*Task:* When a line of the records below contains the string "main", copy that whole line.

*Data extracts:*

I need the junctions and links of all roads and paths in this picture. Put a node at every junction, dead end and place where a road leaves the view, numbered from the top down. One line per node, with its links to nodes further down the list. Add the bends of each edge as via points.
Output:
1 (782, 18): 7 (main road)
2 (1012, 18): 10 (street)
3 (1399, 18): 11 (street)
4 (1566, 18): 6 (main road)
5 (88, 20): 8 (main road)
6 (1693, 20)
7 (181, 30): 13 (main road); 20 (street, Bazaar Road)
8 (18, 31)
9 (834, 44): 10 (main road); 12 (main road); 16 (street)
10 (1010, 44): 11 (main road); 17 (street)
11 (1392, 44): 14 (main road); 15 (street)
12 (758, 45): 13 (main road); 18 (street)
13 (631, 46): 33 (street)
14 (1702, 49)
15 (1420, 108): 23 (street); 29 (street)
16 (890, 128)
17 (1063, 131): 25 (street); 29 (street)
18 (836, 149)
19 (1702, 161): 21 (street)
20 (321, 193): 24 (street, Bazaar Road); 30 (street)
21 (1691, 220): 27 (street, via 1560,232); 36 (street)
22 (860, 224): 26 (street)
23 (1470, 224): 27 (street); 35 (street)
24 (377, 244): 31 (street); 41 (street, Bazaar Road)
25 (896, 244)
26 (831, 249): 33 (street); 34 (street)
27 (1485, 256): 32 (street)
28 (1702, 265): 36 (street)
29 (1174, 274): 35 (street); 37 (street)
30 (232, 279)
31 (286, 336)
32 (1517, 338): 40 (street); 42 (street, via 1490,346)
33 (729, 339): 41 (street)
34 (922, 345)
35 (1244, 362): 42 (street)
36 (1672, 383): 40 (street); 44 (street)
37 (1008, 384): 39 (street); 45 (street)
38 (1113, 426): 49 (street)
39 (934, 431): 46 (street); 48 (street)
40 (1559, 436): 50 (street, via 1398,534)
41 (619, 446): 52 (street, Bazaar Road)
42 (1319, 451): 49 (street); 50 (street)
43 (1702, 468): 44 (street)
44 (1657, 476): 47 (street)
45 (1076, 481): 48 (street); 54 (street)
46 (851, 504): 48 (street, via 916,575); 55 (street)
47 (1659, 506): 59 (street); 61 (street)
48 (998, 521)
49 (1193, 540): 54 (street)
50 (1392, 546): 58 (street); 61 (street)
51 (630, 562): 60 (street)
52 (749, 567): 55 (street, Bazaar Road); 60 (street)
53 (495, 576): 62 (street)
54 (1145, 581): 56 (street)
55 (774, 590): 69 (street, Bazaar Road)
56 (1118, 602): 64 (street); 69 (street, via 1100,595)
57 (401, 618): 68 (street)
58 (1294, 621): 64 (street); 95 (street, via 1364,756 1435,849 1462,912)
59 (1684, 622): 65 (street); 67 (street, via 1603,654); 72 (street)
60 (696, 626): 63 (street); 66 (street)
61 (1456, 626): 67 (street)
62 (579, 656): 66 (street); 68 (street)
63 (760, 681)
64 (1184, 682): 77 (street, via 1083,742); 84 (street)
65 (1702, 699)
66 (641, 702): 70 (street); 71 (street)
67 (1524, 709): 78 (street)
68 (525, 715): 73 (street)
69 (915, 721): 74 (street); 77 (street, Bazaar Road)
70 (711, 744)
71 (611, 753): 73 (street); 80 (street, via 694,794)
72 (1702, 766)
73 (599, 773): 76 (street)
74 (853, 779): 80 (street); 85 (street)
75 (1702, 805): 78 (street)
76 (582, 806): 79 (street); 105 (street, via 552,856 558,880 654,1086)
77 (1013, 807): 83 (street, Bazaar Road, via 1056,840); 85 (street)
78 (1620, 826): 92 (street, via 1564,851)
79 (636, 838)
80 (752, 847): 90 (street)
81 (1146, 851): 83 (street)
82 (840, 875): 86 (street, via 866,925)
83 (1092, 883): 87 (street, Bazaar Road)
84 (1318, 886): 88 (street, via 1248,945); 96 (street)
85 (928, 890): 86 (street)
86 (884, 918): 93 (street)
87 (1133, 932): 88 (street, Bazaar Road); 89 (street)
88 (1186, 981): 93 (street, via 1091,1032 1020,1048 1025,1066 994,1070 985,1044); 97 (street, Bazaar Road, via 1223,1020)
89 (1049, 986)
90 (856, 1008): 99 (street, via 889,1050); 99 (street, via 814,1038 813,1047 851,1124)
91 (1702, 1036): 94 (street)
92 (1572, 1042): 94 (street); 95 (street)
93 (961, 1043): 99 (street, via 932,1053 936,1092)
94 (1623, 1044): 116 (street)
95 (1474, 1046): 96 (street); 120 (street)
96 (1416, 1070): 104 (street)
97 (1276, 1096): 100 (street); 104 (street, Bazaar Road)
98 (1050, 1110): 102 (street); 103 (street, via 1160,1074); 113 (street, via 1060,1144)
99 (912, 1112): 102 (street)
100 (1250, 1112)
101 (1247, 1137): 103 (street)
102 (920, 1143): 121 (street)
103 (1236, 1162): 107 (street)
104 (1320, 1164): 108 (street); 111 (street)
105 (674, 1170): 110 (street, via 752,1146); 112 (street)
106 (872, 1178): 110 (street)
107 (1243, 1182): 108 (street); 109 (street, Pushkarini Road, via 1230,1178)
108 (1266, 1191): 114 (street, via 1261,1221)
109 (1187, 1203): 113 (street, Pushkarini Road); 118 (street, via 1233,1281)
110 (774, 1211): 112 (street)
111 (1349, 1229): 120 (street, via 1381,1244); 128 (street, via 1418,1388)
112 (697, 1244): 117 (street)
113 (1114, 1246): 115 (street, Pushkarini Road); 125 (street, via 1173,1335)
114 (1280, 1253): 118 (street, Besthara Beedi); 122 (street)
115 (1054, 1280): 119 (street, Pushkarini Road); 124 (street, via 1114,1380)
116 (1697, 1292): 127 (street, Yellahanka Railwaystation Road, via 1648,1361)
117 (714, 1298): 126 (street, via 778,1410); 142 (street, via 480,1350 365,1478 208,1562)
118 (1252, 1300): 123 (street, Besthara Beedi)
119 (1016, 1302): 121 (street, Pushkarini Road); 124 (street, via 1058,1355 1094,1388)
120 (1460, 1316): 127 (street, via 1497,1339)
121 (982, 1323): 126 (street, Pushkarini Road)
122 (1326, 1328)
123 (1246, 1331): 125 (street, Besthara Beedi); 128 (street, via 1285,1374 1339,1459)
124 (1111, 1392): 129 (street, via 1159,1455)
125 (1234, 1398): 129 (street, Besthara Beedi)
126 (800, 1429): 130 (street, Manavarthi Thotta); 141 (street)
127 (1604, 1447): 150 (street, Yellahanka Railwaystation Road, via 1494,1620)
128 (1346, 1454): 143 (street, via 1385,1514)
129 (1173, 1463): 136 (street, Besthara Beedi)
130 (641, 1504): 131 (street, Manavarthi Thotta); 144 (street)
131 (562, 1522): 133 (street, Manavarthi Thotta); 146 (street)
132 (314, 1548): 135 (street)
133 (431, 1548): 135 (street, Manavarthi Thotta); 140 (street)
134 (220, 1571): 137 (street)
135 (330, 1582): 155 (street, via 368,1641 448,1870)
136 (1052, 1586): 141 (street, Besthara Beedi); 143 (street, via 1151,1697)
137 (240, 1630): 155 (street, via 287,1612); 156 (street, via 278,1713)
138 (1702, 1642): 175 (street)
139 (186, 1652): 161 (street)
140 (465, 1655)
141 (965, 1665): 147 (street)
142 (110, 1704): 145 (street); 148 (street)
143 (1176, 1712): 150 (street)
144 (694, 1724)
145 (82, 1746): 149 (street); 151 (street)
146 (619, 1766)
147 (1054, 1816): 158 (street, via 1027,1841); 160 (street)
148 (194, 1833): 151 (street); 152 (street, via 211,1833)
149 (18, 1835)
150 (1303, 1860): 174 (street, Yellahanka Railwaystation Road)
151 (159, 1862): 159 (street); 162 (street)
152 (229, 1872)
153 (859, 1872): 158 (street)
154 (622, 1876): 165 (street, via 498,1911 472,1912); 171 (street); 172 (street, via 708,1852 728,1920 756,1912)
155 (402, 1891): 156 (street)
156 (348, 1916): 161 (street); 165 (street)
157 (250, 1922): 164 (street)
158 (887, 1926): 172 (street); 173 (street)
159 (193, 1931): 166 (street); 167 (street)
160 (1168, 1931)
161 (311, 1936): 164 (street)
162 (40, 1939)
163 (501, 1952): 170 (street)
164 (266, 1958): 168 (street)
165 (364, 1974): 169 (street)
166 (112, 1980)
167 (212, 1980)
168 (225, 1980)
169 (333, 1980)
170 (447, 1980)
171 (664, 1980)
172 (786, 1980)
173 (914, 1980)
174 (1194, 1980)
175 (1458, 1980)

*Your solution:*
1 (782, 18): 7 (main road)
4 (1566, 18): 6 (main road)
5 (88, 20): 8 (main road)
7 (181, 30): 13 (main road); 20 (street, Bazaar Road)
9 (834, 44): 10 (main road); 12 (main road); 16 (street)
10 (1010, 44): 11 (main road); 17 (street)
11 (1392, 44): 14 (main road); 15 (street)
12 (758, 45): 13 (main road); 18 (street)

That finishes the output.